» Aim of the exercise: Task for the records below: count the lines that contain the word "every" and give only that number.

» Record set:
────

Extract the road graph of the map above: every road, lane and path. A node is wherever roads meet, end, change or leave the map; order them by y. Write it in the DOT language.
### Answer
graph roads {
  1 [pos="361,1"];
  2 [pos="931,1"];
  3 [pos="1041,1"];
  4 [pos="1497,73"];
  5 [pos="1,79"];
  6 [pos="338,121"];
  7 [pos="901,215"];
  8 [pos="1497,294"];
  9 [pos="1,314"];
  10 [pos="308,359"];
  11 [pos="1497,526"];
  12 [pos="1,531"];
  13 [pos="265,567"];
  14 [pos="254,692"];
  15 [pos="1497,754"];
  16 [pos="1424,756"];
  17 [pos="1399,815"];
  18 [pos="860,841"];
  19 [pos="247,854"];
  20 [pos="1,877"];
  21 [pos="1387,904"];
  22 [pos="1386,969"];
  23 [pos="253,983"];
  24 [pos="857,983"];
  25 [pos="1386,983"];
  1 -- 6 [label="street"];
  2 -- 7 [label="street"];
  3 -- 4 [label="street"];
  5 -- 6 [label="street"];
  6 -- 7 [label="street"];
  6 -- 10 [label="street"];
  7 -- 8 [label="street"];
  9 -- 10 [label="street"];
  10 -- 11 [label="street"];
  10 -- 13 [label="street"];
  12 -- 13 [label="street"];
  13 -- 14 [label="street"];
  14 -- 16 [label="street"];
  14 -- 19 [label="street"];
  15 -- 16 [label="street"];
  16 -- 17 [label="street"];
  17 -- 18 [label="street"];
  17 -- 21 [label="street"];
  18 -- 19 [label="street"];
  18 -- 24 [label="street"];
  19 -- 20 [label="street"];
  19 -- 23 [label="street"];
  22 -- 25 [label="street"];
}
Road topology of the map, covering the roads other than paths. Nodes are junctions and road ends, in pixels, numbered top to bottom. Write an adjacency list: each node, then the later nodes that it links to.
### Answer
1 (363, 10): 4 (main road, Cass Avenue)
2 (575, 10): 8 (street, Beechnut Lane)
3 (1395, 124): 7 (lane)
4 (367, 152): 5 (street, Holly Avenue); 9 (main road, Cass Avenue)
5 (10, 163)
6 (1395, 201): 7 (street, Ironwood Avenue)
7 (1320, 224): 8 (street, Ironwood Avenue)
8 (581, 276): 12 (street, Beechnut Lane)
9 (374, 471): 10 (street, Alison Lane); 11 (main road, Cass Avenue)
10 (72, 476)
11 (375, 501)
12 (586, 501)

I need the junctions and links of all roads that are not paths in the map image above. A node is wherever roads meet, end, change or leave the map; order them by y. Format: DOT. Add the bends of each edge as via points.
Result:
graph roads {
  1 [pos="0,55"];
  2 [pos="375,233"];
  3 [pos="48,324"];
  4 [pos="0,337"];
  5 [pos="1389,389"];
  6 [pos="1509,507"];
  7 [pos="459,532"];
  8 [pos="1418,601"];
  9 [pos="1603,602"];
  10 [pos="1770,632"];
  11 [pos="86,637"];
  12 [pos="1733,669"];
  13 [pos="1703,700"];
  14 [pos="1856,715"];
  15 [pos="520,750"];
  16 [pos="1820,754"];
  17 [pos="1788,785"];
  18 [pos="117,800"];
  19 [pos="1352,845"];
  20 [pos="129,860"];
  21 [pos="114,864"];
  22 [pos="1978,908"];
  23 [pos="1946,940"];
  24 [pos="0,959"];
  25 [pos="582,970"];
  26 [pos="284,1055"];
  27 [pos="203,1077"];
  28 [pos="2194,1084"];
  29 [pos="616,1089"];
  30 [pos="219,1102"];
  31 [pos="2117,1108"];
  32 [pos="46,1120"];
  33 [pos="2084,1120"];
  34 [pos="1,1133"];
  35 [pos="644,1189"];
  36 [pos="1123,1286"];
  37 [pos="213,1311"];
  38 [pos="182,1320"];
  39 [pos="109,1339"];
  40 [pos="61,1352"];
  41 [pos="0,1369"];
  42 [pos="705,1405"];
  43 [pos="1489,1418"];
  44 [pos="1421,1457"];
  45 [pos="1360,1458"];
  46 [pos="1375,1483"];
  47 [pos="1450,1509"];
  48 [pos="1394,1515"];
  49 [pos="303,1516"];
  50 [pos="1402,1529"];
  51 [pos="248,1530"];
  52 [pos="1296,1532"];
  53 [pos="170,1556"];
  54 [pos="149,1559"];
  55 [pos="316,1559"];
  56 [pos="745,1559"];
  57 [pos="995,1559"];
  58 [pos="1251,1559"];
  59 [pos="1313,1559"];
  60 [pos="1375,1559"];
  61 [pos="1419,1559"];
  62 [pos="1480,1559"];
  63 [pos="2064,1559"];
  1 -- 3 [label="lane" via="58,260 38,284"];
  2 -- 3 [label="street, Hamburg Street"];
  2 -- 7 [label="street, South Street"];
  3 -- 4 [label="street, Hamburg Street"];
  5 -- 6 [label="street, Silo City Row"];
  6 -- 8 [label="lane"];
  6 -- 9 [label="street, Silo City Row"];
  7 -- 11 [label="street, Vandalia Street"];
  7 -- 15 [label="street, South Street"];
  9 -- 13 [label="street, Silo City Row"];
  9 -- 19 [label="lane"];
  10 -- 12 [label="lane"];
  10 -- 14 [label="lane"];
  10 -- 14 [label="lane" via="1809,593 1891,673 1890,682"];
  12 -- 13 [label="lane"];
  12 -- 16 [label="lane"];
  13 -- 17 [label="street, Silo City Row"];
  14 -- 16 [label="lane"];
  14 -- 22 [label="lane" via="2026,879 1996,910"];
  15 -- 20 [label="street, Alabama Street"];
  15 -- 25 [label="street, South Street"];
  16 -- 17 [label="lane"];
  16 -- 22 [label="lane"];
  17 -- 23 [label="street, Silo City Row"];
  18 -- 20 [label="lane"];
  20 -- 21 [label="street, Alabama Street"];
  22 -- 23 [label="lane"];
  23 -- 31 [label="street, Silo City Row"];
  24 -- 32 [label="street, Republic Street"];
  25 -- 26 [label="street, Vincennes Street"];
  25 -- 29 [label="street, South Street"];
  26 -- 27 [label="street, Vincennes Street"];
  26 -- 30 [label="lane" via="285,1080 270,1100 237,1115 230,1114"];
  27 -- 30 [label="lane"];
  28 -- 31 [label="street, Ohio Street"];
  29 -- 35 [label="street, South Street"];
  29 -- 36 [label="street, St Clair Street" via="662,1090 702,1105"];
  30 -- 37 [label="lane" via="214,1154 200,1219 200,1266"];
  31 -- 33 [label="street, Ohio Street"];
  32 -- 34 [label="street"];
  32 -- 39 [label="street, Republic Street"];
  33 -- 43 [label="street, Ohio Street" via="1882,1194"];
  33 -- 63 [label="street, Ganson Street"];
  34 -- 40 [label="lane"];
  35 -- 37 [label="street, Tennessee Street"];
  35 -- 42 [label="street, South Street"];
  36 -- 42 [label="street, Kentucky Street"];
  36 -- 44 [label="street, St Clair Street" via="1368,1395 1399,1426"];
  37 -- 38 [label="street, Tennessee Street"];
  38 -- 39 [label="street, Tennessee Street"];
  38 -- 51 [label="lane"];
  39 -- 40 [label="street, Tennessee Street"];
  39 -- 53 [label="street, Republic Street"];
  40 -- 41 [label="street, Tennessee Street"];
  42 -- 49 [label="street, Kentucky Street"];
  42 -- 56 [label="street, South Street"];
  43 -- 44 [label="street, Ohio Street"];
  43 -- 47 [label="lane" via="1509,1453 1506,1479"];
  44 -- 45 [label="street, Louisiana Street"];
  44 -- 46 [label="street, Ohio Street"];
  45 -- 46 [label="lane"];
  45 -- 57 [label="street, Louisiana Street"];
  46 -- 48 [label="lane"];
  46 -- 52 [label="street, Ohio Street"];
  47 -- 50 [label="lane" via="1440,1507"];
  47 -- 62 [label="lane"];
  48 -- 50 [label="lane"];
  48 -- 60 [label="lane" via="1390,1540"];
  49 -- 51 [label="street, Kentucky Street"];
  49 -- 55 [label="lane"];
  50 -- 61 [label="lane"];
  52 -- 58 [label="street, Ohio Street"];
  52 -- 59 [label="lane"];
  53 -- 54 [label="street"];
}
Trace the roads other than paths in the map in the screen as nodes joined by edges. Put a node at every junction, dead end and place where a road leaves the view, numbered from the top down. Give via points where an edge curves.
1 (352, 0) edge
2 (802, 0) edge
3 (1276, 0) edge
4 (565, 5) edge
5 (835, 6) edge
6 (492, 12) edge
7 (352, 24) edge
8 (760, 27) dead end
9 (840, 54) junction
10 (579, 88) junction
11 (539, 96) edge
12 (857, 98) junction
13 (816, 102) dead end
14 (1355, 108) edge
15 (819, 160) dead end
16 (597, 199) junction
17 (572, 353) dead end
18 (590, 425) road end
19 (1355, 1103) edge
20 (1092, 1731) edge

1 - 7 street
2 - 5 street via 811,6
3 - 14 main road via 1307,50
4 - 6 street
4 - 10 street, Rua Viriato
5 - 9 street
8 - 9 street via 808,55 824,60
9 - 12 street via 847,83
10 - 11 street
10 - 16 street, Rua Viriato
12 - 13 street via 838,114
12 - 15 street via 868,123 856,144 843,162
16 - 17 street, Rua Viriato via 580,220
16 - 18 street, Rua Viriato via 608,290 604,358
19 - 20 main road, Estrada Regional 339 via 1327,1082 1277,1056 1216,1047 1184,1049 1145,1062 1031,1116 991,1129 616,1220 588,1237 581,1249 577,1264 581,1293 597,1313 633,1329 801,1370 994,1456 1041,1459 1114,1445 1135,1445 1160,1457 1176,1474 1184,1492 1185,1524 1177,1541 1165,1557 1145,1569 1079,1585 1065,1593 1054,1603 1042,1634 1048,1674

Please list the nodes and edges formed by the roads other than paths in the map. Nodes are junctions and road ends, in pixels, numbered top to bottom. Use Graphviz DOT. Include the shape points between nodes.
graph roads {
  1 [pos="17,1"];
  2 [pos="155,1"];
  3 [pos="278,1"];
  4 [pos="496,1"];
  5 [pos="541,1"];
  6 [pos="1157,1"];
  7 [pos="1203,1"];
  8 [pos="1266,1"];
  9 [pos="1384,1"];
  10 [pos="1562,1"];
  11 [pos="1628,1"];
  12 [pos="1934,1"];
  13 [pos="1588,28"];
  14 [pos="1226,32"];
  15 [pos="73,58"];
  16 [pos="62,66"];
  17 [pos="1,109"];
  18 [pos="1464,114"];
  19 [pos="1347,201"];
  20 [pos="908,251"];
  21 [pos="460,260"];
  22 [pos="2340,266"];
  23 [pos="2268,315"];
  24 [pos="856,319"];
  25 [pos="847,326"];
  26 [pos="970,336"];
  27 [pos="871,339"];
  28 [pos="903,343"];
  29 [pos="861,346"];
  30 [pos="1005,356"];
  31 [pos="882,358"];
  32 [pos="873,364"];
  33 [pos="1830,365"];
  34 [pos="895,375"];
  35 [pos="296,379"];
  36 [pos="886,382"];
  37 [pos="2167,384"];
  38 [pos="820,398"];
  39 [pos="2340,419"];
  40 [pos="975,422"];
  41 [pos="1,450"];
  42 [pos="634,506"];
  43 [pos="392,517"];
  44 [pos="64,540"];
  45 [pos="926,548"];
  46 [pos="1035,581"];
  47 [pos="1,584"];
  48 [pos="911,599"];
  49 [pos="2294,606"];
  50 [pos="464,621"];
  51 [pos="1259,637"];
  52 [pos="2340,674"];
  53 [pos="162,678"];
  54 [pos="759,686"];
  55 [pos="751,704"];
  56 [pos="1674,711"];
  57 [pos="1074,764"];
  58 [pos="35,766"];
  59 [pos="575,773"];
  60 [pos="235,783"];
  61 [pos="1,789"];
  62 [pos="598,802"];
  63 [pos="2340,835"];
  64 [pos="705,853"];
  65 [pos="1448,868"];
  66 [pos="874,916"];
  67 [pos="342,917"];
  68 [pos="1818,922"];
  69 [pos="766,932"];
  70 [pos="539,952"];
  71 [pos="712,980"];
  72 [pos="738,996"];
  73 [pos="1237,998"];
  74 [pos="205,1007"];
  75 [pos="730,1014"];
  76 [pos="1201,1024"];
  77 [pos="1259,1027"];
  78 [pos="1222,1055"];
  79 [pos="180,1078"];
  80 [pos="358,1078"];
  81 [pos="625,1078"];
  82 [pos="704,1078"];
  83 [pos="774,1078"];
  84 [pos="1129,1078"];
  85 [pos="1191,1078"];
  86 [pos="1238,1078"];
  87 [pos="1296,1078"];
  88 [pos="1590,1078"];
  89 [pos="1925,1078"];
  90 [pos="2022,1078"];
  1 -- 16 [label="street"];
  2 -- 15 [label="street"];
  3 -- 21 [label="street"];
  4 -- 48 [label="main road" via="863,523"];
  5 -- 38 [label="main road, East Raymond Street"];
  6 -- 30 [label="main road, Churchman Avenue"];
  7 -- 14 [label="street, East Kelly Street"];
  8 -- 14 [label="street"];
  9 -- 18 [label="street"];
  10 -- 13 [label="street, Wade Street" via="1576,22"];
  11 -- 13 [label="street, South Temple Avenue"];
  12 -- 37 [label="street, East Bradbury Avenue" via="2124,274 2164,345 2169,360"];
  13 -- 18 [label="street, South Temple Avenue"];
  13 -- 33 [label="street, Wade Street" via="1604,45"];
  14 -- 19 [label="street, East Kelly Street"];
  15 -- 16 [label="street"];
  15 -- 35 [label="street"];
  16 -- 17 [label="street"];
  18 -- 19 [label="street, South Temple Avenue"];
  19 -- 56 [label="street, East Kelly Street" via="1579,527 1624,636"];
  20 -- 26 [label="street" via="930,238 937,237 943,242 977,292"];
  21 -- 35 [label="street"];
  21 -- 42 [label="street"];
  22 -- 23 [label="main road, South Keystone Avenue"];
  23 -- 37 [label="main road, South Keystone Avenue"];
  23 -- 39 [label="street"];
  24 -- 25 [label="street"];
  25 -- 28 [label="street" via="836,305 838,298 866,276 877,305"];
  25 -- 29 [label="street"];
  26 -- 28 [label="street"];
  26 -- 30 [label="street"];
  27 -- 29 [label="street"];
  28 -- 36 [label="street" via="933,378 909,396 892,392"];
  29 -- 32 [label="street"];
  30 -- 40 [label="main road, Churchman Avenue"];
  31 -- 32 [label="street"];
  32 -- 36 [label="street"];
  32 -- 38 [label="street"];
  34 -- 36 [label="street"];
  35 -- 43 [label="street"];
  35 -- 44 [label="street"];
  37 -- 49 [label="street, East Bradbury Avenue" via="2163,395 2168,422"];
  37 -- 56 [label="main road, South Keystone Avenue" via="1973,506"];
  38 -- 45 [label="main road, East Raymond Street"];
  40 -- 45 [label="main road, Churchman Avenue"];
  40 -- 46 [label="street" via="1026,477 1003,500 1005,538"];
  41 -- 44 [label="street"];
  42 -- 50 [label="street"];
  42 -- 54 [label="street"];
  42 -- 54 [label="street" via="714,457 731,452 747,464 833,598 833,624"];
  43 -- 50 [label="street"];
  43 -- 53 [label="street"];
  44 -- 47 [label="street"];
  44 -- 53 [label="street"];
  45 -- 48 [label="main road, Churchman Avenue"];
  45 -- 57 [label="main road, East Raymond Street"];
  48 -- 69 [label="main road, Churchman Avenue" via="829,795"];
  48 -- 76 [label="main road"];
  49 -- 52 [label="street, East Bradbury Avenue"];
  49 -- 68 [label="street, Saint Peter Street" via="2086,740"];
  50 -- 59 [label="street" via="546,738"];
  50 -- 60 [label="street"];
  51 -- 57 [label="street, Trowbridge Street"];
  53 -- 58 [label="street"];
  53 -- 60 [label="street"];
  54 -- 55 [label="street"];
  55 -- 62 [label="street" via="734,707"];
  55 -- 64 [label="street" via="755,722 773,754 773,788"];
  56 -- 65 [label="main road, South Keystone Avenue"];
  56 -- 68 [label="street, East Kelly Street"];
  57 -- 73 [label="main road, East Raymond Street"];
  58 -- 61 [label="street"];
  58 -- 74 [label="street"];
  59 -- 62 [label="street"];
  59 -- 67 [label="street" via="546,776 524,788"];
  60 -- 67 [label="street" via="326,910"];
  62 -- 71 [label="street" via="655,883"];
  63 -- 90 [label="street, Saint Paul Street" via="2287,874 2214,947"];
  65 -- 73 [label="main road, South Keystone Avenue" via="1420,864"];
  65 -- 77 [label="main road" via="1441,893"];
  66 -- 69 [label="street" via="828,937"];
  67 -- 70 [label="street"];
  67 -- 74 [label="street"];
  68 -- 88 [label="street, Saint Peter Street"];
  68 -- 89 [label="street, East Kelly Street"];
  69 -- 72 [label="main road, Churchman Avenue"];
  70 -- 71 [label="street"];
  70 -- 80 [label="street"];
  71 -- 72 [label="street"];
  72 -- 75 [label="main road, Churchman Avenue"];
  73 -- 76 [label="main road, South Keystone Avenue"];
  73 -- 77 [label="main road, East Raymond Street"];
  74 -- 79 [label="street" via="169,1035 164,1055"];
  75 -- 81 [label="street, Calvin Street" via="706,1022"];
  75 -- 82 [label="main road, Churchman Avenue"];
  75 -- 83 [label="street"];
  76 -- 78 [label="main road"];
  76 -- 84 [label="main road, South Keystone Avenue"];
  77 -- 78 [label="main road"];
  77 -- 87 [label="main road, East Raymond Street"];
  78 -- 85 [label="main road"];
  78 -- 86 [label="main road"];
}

────

» Exercise response: 2